• [Data]
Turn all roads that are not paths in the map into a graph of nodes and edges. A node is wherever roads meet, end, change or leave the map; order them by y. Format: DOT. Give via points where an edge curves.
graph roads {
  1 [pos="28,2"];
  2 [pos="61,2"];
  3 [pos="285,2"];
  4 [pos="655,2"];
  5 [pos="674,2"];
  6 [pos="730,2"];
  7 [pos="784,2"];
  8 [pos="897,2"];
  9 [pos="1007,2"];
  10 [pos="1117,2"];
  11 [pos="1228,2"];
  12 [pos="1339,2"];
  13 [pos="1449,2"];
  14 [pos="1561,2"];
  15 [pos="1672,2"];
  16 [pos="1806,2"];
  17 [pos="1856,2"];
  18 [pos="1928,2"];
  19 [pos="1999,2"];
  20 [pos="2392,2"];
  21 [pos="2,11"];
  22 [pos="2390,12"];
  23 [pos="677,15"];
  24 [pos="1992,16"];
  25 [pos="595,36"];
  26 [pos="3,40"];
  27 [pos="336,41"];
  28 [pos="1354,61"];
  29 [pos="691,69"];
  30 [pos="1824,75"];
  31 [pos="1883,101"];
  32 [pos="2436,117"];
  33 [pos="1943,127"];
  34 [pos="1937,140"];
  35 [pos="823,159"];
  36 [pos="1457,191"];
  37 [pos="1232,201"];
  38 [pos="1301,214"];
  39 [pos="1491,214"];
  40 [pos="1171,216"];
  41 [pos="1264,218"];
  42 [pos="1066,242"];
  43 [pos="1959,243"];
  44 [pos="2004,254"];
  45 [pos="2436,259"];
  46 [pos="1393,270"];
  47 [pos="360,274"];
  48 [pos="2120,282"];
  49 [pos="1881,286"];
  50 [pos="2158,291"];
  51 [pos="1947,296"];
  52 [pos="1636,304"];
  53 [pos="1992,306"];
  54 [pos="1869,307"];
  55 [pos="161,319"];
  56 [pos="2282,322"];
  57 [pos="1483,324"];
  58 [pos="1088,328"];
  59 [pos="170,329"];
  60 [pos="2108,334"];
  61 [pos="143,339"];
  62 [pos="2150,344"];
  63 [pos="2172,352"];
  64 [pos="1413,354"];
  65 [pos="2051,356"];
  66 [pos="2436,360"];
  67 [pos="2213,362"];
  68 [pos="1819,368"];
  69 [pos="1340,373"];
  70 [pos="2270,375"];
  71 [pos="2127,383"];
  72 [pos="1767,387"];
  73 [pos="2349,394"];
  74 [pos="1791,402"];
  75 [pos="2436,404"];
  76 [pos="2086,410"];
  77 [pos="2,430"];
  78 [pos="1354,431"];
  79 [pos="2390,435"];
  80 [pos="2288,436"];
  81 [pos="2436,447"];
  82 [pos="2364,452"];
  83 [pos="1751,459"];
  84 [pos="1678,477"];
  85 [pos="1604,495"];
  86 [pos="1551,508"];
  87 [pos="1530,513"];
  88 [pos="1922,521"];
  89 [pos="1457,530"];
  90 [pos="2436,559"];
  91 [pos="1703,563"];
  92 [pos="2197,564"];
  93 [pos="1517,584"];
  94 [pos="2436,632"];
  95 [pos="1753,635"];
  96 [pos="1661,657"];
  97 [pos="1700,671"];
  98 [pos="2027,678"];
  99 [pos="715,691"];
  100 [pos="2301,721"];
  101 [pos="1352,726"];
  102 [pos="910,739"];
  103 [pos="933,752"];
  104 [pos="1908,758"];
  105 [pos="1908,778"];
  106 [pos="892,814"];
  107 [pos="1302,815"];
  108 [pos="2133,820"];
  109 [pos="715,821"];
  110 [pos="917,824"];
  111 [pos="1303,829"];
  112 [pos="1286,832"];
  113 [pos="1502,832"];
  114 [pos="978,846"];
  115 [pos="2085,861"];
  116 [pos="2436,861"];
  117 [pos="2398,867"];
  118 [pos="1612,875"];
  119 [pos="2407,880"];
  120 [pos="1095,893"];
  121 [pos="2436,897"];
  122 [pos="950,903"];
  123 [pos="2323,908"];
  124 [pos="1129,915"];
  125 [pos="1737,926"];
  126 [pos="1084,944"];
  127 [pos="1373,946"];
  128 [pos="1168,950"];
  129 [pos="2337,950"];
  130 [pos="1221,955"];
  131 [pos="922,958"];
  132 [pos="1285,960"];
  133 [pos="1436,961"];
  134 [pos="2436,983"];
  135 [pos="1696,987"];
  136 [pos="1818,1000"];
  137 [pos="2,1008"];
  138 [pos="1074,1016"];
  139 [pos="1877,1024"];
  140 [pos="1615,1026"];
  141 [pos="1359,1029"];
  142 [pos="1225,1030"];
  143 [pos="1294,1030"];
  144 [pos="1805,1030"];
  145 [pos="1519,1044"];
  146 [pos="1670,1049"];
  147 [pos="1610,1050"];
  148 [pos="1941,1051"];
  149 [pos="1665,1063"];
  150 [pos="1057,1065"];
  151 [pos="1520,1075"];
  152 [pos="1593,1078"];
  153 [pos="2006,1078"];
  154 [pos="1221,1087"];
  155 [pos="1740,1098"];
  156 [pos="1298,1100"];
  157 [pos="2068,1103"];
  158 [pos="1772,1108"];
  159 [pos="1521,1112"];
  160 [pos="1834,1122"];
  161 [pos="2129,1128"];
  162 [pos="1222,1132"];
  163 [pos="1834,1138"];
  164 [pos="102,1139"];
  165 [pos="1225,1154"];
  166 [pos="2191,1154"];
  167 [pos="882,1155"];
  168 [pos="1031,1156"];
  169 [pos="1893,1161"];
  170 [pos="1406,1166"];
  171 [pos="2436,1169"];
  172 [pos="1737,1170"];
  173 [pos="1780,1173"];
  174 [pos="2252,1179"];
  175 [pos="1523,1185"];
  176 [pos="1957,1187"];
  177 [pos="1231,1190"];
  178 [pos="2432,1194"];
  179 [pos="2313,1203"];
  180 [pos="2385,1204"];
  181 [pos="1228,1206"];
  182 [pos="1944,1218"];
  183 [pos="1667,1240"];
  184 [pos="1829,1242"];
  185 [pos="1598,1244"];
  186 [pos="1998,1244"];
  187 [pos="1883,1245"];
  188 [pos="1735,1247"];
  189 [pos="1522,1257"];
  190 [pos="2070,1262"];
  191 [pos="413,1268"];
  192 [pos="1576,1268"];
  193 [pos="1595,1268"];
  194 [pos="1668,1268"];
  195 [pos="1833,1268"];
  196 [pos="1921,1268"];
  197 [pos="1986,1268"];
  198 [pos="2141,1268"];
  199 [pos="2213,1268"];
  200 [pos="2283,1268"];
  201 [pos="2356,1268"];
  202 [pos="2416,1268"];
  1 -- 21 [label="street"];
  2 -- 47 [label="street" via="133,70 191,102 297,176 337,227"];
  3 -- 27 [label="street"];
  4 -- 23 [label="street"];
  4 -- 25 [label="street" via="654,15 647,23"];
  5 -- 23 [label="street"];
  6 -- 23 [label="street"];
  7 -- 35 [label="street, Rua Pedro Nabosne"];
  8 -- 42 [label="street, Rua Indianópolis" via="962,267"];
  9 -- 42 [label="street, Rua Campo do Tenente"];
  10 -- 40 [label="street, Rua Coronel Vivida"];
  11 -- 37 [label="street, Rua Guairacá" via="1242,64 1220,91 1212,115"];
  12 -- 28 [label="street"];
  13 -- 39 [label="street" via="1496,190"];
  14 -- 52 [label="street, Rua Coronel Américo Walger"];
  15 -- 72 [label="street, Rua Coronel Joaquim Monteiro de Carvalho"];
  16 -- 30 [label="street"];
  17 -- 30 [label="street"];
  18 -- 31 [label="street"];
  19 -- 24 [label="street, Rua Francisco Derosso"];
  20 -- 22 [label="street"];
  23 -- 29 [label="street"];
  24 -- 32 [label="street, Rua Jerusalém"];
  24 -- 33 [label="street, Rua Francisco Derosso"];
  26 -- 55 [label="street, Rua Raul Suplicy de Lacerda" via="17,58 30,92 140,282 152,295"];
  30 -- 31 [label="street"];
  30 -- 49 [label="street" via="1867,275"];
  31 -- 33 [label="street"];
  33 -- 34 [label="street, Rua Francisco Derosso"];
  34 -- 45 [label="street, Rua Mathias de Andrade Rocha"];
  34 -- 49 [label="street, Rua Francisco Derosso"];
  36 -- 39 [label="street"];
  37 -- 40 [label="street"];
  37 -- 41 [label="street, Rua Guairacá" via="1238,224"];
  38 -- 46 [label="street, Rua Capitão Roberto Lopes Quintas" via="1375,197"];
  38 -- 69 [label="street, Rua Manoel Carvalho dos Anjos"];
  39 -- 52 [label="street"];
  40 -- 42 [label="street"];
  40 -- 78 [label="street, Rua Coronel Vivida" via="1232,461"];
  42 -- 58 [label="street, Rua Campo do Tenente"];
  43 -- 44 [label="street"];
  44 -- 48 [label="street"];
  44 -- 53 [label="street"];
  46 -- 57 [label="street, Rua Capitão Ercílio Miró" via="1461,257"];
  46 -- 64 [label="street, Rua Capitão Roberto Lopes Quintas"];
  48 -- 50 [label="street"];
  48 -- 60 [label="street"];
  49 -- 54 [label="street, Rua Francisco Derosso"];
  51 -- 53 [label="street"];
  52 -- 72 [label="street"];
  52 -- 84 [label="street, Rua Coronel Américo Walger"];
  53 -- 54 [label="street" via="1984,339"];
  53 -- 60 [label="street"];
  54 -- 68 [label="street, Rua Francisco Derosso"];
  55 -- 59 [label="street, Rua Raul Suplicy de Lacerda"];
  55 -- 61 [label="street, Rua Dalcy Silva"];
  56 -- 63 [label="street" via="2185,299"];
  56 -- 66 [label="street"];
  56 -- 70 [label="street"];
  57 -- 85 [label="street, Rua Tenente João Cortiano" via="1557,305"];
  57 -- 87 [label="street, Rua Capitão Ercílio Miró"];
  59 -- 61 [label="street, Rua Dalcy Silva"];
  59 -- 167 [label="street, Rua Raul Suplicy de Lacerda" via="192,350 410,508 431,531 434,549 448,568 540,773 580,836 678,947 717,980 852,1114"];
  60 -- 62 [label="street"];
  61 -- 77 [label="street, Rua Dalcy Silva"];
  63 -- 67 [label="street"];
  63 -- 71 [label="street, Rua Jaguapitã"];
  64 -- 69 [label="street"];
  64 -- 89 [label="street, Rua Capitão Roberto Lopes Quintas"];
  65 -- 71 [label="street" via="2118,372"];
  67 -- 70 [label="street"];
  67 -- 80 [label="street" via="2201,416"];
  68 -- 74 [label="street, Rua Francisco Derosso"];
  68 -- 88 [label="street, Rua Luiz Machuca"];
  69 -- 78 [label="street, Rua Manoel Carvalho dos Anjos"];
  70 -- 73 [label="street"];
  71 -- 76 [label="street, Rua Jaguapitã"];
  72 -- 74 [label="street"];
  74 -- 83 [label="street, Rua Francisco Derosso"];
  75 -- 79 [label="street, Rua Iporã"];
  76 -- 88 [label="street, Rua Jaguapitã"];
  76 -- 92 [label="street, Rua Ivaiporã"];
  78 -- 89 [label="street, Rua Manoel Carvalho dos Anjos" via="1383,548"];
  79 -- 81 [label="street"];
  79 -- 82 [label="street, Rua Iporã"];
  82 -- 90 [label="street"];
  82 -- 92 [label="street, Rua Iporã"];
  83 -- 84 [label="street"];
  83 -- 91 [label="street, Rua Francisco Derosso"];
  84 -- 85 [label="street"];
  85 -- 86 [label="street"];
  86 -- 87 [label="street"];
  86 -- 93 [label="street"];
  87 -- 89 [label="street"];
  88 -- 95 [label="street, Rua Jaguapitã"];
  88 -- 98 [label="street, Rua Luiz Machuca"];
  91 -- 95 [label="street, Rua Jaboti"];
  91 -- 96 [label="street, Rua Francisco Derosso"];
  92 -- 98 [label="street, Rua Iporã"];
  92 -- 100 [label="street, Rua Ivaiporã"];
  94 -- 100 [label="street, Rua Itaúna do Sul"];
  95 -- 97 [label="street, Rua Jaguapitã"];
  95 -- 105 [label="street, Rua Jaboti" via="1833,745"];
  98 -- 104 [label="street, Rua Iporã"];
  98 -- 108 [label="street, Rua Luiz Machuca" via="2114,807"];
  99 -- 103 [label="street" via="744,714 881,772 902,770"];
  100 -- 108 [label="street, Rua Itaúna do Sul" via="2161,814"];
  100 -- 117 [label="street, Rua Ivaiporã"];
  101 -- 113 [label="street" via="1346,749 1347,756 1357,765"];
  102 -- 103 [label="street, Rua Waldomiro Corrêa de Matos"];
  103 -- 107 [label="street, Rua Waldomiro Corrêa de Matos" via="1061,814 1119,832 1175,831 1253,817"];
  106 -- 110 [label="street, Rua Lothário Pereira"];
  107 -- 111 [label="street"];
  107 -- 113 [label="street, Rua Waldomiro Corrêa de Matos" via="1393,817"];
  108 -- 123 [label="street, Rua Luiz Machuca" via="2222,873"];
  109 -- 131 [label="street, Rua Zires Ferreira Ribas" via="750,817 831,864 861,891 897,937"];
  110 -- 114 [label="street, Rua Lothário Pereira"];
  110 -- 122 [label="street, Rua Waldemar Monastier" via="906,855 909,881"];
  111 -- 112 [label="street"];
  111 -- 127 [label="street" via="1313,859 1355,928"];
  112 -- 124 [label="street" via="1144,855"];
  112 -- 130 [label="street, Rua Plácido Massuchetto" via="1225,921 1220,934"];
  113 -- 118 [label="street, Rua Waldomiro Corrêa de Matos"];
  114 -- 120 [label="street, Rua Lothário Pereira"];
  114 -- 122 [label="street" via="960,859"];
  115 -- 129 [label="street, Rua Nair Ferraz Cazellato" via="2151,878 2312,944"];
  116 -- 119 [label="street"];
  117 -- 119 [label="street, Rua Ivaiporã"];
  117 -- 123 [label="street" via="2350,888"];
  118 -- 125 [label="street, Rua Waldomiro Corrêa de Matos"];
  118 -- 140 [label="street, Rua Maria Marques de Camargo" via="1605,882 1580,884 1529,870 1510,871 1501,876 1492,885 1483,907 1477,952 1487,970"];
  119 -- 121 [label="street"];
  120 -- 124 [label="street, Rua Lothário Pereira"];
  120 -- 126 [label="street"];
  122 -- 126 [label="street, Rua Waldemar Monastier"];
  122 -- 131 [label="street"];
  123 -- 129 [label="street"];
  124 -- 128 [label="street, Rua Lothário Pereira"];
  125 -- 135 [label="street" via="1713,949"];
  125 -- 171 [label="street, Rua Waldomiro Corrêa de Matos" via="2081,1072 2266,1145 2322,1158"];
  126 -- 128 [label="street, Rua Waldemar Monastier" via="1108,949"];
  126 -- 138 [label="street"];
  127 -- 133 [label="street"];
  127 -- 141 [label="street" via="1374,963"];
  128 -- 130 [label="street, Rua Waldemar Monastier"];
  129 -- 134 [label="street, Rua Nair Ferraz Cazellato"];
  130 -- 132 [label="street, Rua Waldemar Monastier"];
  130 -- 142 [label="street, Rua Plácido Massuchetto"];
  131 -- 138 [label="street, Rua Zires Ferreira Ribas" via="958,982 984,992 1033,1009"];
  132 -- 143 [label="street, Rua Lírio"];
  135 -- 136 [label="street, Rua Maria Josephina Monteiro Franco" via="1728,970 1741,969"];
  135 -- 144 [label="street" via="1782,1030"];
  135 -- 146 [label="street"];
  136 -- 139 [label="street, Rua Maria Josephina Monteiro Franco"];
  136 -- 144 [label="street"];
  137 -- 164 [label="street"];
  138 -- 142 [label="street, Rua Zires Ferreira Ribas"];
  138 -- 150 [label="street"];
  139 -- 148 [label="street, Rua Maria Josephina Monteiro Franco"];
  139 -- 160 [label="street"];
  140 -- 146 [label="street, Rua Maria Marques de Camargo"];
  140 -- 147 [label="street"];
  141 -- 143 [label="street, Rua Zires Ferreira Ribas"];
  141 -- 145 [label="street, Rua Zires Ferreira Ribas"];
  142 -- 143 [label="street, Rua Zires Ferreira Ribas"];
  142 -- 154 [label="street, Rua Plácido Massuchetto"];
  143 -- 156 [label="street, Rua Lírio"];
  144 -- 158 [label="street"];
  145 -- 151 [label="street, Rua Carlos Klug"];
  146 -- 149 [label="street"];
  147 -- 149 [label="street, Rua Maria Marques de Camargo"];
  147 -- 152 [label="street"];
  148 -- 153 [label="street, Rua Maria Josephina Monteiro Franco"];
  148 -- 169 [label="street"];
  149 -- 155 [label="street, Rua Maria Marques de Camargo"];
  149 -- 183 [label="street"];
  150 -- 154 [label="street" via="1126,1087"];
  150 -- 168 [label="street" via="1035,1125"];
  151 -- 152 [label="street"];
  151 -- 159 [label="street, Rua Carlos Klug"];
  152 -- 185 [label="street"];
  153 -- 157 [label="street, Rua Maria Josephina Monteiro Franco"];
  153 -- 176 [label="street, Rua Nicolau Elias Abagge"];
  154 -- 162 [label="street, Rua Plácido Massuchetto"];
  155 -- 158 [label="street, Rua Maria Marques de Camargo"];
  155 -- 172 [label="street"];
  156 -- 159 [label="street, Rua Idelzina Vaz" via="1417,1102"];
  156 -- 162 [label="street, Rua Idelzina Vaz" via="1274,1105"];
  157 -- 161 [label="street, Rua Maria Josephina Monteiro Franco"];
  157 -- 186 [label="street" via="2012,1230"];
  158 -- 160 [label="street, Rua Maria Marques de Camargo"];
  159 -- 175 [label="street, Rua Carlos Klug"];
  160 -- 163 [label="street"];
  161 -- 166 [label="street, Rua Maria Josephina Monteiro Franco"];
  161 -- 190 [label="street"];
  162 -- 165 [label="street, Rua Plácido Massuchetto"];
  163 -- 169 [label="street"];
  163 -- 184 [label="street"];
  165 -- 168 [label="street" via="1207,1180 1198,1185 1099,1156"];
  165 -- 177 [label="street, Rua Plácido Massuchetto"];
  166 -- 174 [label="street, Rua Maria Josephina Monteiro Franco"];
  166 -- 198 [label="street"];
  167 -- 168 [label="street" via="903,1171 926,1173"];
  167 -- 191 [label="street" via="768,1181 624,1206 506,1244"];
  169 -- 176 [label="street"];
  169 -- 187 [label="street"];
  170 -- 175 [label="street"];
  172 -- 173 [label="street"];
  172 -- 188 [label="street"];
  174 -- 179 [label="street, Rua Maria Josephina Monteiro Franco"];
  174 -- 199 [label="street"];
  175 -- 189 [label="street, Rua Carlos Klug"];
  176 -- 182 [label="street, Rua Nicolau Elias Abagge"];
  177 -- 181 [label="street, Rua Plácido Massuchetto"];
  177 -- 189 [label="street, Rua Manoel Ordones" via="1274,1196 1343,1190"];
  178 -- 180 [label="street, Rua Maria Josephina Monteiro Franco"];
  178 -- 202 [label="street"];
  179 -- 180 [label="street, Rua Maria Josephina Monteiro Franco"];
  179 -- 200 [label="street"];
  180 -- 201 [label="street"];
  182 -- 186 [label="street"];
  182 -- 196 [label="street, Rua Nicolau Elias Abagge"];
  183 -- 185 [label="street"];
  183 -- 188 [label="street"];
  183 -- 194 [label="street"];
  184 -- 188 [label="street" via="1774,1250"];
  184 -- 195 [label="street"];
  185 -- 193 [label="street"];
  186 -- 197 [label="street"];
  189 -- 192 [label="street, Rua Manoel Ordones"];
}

• [Instructions for the task]
Search the data and copy each line containing "Vivida".

• [Answer below]
  10 -- 40 [label="street, Rua Coronel Vivida"];
  40 -- 78 [label="street, Rua Coronel Vivida" via="1232,461"];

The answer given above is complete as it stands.